A Phase II Study of Capecitabine in Patients With Advanced or Recurrent Squamous Cell Carcinoma of the Skin
Inclusion Criteria:
- Patients must have squamous cell carcinoma of the skin; patients with "unknown
primary lesions" at the time of diagnosis, if metastatic disease present with a
history of plausible primary skin site removed in the past, are eligible; for
example, patients with squamous cell carcinoma in neck or parotid lymph nodes with no
identifiable mucosal primary but with a history of the removal of one or more early
stage squamous cell carcinomas of the skin in an anatomically relevant lymphatic
drainage region would be eligible
- Patients must have measurable disease, defined as at least one lesion that can be
accurately measured in at least one dimension >= 10 mm with computed tomography (CT)
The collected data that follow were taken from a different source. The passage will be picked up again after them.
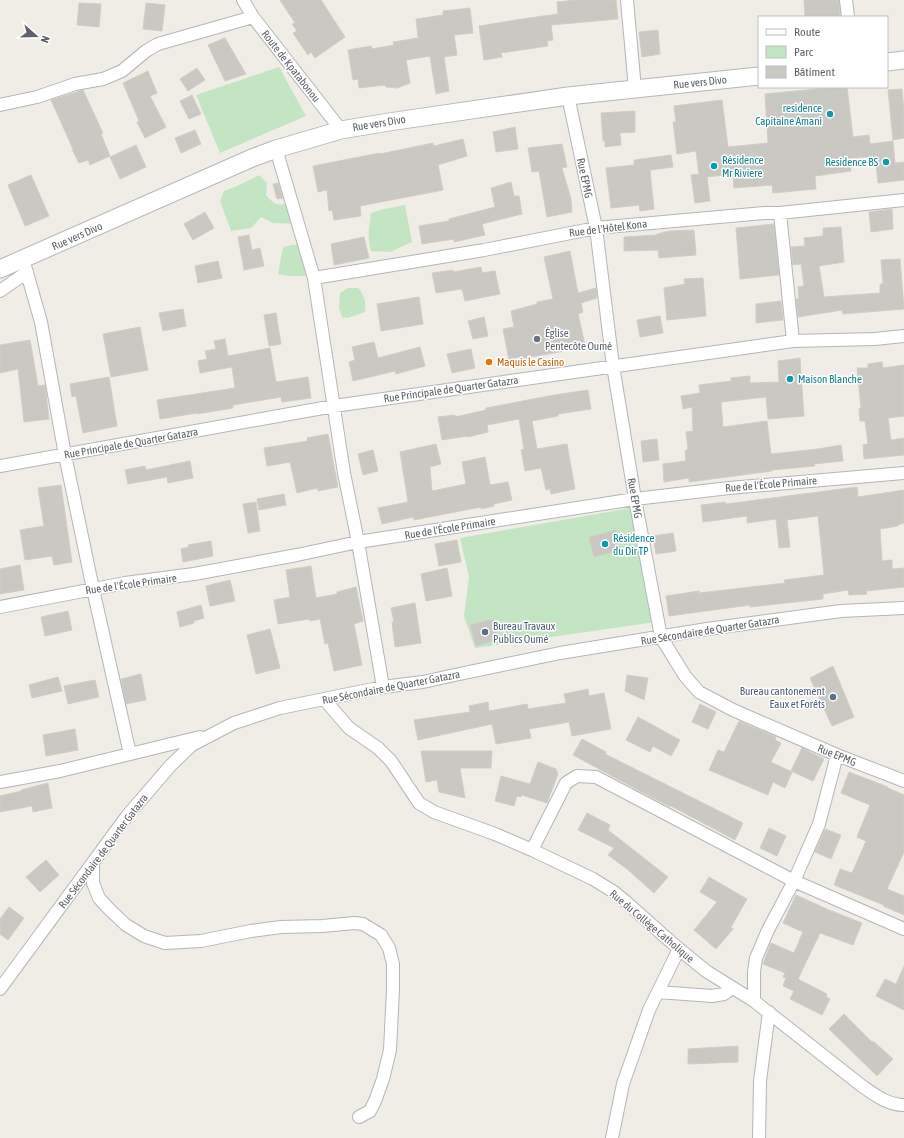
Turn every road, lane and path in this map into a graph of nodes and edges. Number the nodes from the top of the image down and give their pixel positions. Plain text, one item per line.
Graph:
1 (243, 0) edge
2 (627, 0) edge
3 (846, 0) edge
4 (848, 16) edge
5 (253, 17) junction
6 (904, 60) edge
7 (888, 62) edge
8 (758, 76) edge
9 (635, 89) junction
10 (568, 96) junction
11 (0, 105) edge
12 (341, 130) junction
13 (276, 149) junction
14 (904, 200) edge
15 (780, 212) junction
16 (596, 228) junction
17 (25, 266) junction
18 (0, 269) edge
19 (314, 278) junction
20 (0, 291) edge
21 (904, 336) edge
22 (793, 340) junction
23 (613, 366) junction
24 (334, 406) junction
25 (65, 455) junction
26 (0, 466) edge
27 (904, 473) edge
28 (635, 499) junction
29 (358, 542) junction
30 (93, 589) junction
31 (0, 607) edge
32 (904, 608) edge
33 (661, 637) junction
34 (383, 687) junction
35 (324, 699) junction
36 (211, 735) junction
37 (130, 754) junction
38 (837, 755) junction
39 (904, 781) edge
40 (0, 782) edge
41 (532, 850) junction
42 (93, 862) junction
43 (794, 881) junction
44 (904, 929) edge
45 (679, 950) junction
46 (732, 988) junction
47 (0, 989) edge
48 (658, 992) junction
49 (754, 1001) junction
50 (769, 1012) junction
51 (904, 1105) edge
52 (359, 1117) dead end
53 (612, 1138) edge
54 (759, 1138) edge

1 - 5 street, Route de Kpatabonou
2 - 9 street
3 - 4 street
5 - 11 street
5 - 12 street, Route de Kpatabonou
6 - 7 main road
8 - 9 main road, Rue vers Divo
9 - 10 main road, Rue vers Divo
10 - 12 main road, Rue vers Divo
10 - 16 street, Rue EPMG
12 - 13 main road, Rue vers Divo
13 - 17 main road, Rue vers Divo
13 - 19 street
14 - 15 street, Rue de l'Hôtel Kona
15 - 16 street, Rue de l'Hôtel Kona
15 - 22 street
16 - 19 street, Rue de l'Hôtel Kona
16 - 23 street, Rue EPMG
17 - 18 main road, Rue vers Divo
17 - 20 street
17 - 25 street
19 - 24 street
21 - 22 street, Rue Principale de Quarter Gatazra
22 - 23 street, Rue Principale de Quarter Gatazra
23 - 24 street, Rue Principale de Quarter Gatazra
23 - 28 street, Rue EPMG
24 - 25 street, Rue Principale de Quarter Gatazra
24 - 29 street
25 - 26 street, Rue Principale de Quarter Gatazra
25 - 30 street
27 - 28 street, Rue de l'École Primaire
28 - 29 street, Rue de l'École Primaire
28 - 33 street, Rue EPMG
29 - 30 street, Rue de l'École Primaire
29 - 34 street
30 - 31 street, Rue de l'École Primaire
30 - 37 street
32 - 33 street, Rue Sécondaire de Quarter Gatazra
33 - 34 street, Rue Sécondaire de Quarter Gatazra
33 - 38 street, Rue EPMG
34 - 35 street, Rue Sécondaire de Quarter Gatazra
35 - 36 street, Rue Sécondaire de Quarter Gatazra
35 - 41 street, Rue du Collège Catholique
36 - 37 street
36 - 42 street, Rue Sécondaire de Quarter Gatazra
37 - 40 street
38 - 39 street, Rue EPMG
38 - 43 street
41 - 43 street
41 - 45 street, Rue du Collège Catholique
42 - 47 street, Rue Sécondaire de Quarter Gatazra
42 - 52 street
43 - 44 street
43 - 49 street
45 - 46 street, Rue du Collège Catholique
45 - 48 street
46 - 48 street
46 - 49 street, Rue du Collège Catholique
48 - 53 street
49 - 50 street, Rue du Collège Catholique
50 - 51 street, Rue du Collège Catholique
50 - 54 street

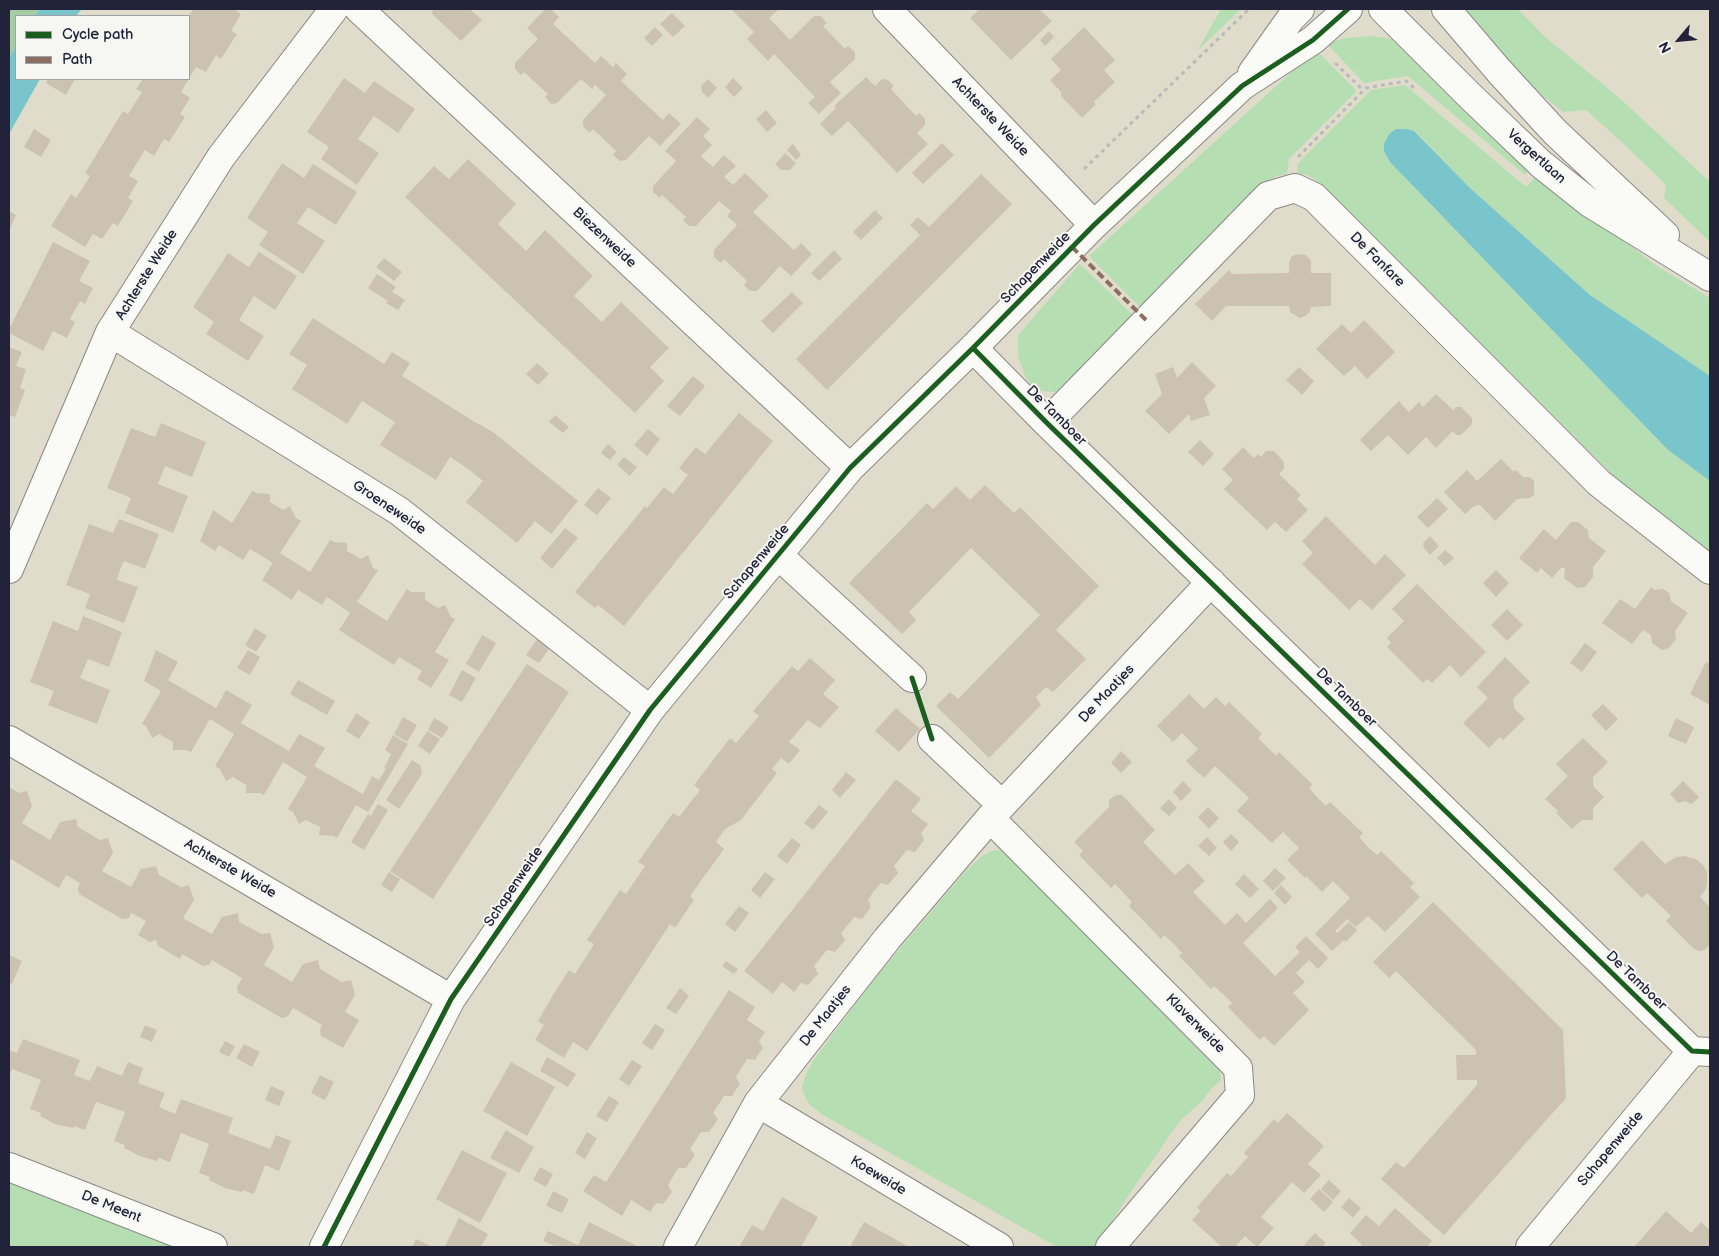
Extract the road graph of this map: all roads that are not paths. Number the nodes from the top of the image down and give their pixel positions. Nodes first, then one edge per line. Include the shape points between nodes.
1 (334, 9) edge
2 (359, 9) edge
3 (887, 9) edge
4 (1300, 9) edge
5 (1348, 9) edge
6 (1384, 9) edge
7 (1446, 9) edge
8 (1242, 86) junction
9 (1094, 225) junction
10 (1710, 277) edge
11 (110, 332) junction
12 (973, 348) junction
13 (1047, 423) junction
14 (850, 468) junction
15 (778, 555) junction
16 (9, 569) edge
17 (1710, 570) edge
18 (1211, 582) junction
19 (912, 678) dead end
20 (650, 710) junction
21 (932, 739) dead end
22 (9, 740) edge
23 (996, 812) junction
24 (451, 999) junction
25 (1701, 1052) edge
26 (758, 1104) junction
27 (9, 1167) edge
28 (213, 1247) edge
29 (324, 1247) edge
30 (678, 1247) edge
31 (999, 1247) edge
32 (1110, 1247) edge
33 (1530, 1247) edge

1 - 11 street, Achterste Weide via 221,157
2 - 14 street, Biezenweide
3 - 9 street, Achterste Weide
4 - 8 street, Schapenweide
5 - 8 street, Schapenweide via 1313,40
6 - 10 street, Vergertlaan via 1548,169 1590,203
7 - 10 street, Vergertlaan via 1555,132
8 - 9 street, Schapenweide
9 - 12 street, Schapenweide
11 - 16 street, Achterste Weide
11 - 20 street, Groeneweide via 399,511
12 - 13 street, De Tamboer
12 - 14 street, Schapenweide
13 - 17 street, De Fanfare via 1268,196 1295,188 1314,197 1599,483
13 - 18 street, De Tamboer
14 - 15 street, Schapenweide
15 - 19 street, Schapenweide
15 - 20 street, Schapenweide
18 - 23 street, De Maatjes
18 - 25 street, De Tamboer
20 - 24 street, Schapenweide
21 - 23 street
22 - 24 street, Achterste Weide
23 - 26 street, De Maatjes via 887,939
23 - 32 street, Klaverweide via 1238,1068 1240,1096
24 - 29 street, Schapenweide
25 - 33 street, Schapenweide
26 - 30 street, De Maatjes
26 - 31 street, Koeweide
27 - 28 street, De Meent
scan, magnetic resonance imaging (MRI), or calipers by clinical exam
- There is no limitation to prior treatments with local, regional, topical or systemic
agents except for prior systemic treatment with 5- fluorouracil or prodrugs thereof;
prior topical treatment with 5- fluorouracil is permitted; there is no restriction on
timing of last treatments as long as patients have recovered from expected toxicities
of greater than grade 1 and at least 5 half-lives of the last systemically
administered agent have passed
- Eastern Cooperative Oncology Group (ECOG) performance status =< 2 (Karnofsky >= 60%)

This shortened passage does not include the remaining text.